Ayer fui al funeral de un hombre que parecía ser amigo de todo el mundo en todo el mundo.
La gente se levantaba y contaba historia tras historia de cómo él los había ayudado, les había dado el último dólar que tenía en el bolsillo, se había reunido con ellos para almorzar, había orado con ellos en momentos de necesidad y siempre había alentado a la gente dondequiera que iba.
Las palabras que se usaban para describirlo una y otra vez eran «gracia, perdón, misericordia». La gente contaba cómo sabían que era seguro confiarle cualquier problema, porque era tan genuino, compasivo y nunca juzgaba.
Fue un poderoso testimonio de una vida plena. Sé estas cosas también, porque este hombre, Jim Craddock, y su esposa, Doris, también han marcado mi vida.
En 1991, sufrí un episodio depresivo severo en el que perdí 30 kilos en tres semanas. Estaba destrozado, con el alma quebrantada y sin esperanza. Un amigo me contactó y me sugirió que llamara a Jim y Doris, ya que tenían un ministerio que ayudaba a la gente. No tenía dinero, ni trabajo, ni seguro médico; solo una profunda desesperación que me paralizaba la vida y amenazaba mi propia existencia.
Mi amiga llamó a Jim. Le dijo que tenían la agenda llena, pero luego le preguntó si era una emergencia. Sí lo era. «Dile que pase», dijo Jim.
Fui y, gracias a la compasión de Jim y Doris Craddock, sobreviví a esa depresión y obtuve mi maestría en consejería, lo que me permitió conectar con otros a través de mi propio trabajo. Me salvaron la vida de todas las maneras posibles. Me alegra mucho que Jim no me preguntara si tenía seguro médico, si podía pagar o si le dijera a mi amiga que había una lista de espera.
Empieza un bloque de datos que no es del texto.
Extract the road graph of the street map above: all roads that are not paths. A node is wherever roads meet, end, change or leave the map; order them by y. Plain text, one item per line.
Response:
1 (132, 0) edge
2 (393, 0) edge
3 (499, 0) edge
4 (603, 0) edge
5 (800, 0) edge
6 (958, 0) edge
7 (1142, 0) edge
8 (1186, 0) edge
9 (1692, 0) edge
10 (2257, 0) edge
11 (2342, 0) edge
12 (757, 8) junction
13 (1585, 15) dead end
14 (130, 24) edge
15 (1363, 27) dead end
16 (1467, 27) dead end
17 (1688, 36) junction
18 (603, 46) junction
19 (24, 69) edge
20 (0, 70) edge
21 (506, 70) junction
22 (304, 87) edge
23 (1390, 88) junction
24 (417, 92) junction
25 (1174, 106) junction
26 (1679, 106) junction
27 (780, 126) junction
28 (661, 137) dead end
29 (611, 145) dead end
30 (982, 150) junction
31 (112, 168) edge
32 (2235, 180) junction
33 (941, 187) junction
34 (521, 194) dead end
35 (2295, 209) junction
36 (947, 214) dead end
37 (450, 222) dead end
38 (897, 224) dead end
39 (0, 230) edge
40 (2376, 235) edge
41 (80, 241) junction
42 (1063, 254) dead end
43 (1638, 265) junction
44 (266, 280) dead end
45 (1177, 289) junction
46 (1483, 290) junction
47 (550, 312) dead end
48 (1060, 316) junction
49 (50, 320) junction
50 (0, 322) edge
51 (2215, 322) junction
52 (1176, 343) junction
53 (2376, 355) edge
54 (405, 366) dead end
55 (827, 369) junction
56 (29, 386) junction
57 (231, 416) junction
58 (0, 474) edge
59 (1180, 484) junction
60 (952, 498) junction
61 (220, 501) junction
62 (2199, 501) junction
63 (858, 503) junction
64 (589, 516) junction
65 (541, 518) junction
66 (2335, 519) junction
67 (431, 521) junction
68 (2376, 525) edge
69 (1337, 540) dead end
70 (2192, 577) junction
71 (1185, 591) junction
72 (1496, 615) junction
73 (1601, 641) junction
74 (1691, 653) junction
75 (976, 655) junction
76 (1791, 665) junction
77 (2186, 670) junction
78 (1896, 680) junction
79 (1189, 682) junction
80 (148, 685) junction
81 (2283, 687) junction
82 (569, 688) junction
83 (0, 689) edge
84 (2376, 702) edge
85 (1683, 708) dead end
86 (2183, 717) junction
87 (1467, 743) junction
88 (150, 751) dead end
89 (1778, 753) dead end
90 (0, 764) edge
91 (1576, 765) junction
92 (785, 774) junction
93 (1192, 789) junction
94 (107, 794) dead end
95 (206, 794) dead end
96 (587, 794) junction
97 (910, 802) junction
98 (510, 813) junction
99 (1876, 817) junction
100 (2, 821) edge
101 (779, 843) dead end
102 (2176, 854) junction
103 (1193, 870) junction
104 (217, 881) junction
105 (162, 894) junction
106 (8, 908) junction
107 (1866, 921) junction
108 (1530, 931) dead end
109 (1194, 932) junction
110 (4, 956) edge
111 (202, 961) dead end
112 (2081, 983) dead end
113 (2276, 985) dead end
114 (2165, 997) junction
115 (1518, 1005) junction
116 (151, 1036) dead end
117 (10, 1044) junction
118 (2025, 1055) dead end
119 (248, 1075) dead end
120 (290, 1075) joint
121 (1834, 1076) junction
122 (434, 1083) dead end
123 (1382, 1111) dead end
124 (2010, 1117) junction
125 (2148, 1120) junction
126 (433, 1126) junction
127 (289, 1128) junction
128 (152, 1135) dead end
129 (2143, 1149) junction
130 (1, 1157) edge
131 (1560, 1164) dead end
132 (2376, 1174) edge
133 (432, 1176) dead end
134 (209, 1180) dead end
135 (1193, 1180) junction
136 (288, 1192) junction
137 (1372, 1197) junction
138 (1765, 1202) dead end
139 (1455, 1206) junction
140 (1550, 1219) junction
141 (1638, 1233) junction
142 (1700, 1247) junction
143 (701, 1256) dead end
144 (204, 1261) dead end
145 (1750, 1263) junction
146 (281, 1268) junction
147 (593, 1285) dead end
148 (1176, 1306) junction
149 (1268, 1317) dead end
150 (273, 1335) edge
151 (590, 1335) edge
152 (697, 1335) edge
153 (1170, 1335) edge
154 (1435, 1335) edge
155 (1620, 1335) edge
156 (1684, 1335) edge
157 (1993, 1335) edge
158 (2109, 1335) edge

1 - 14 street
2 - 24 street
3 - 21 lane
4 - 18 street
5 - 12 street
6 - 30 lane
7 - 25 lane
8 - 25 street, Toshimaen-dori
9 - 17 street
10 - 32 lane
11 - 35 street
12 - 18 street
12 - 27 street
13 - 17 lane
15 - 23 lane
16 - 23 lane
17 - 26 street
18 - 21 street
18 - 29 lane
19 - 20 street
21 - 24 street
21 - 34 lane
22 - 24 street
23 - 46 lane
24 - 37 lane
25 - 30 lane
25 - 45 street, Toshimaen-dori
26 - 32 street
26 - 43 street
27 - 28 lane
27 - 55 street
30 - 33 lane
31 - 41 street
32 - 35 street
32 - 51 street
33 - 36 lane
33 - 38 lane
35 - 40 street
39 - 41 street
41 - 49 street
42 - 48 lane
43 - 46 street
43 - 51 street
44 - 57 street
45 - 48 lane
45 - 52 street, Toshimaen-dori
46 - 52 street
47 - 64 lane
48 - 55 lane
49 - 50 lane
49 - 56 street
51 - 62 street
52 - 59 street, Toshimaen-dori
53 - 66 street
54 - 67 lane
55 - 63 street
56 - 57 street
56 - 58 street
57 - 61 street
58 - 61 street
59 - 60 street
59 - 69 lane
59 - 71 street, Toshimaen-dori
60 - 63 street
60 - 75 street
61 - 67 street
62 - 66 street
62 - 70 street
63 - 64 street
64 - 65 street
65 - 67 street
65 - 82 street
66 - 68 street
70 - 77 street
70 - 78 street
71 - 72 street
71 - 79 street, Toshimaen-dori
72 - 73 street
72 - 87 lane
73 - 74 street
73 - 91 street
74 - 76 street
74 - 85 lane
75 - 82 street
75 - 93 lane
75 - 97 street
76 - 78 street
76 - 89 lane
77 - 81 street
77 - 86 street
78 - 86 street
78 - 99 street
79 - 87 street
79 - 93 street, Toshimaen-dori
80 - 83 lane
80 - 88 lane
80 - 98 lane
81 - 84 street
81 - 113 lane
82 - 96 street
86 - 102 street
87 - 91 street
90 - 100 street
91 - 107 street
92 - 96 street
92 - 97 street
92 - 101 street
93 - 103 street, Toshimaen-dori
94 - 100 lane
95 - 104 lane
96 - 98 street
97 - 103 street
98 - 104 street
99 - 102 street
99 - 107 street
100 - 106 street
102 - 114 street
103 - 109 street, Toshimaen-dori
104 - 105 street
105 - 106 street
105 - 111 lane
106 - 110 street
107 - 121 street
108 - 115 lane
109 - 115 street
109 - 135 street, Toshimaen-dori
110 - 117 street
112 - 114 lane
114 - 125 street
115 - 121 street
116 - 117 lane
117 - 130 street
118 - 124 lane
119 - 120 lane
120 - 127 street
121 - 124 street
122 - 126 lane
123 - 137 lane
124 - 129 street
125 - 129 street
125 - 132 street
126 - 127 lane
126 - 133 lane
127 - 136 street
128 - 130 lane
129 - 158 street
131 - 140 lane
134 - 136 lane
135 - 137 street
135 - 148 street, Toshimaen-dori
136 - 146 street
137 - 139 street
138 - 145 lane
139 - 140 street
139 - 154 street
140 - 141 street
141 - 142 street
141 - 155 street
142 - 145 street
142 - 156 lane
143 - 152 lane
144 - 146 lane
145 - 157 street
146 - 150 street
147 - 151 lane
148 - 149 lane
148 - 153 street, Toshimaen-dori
Al comenzar una nueva semana, todos tendremos oportunidades de ofrecer compasión, ánimo y esperanza a innumerables personas a nuestro alrededor. Pueden ser amigos que conocemos bien o desconocidos en la fila del supermercado. Es cierto lo que se dice: «Sé amable con la gente, porque todos estamos librando una dura batalla».
Cuando se diga la última palabra sobre nuestras vidas, lo más probable es que no se trate de las cosas materiales que dimos a los demás. Lo que los demás recordarán de nosotros es cómo los hicimos sentir y cómo tratamos a quienes no podían hacer absolutamente nada por nosotros a cambio.
Es un honor para mí llamar a Jim y Doris Craddock mis amigos. Espero poder hacer por alguien más lo que ellos han hecho por mí.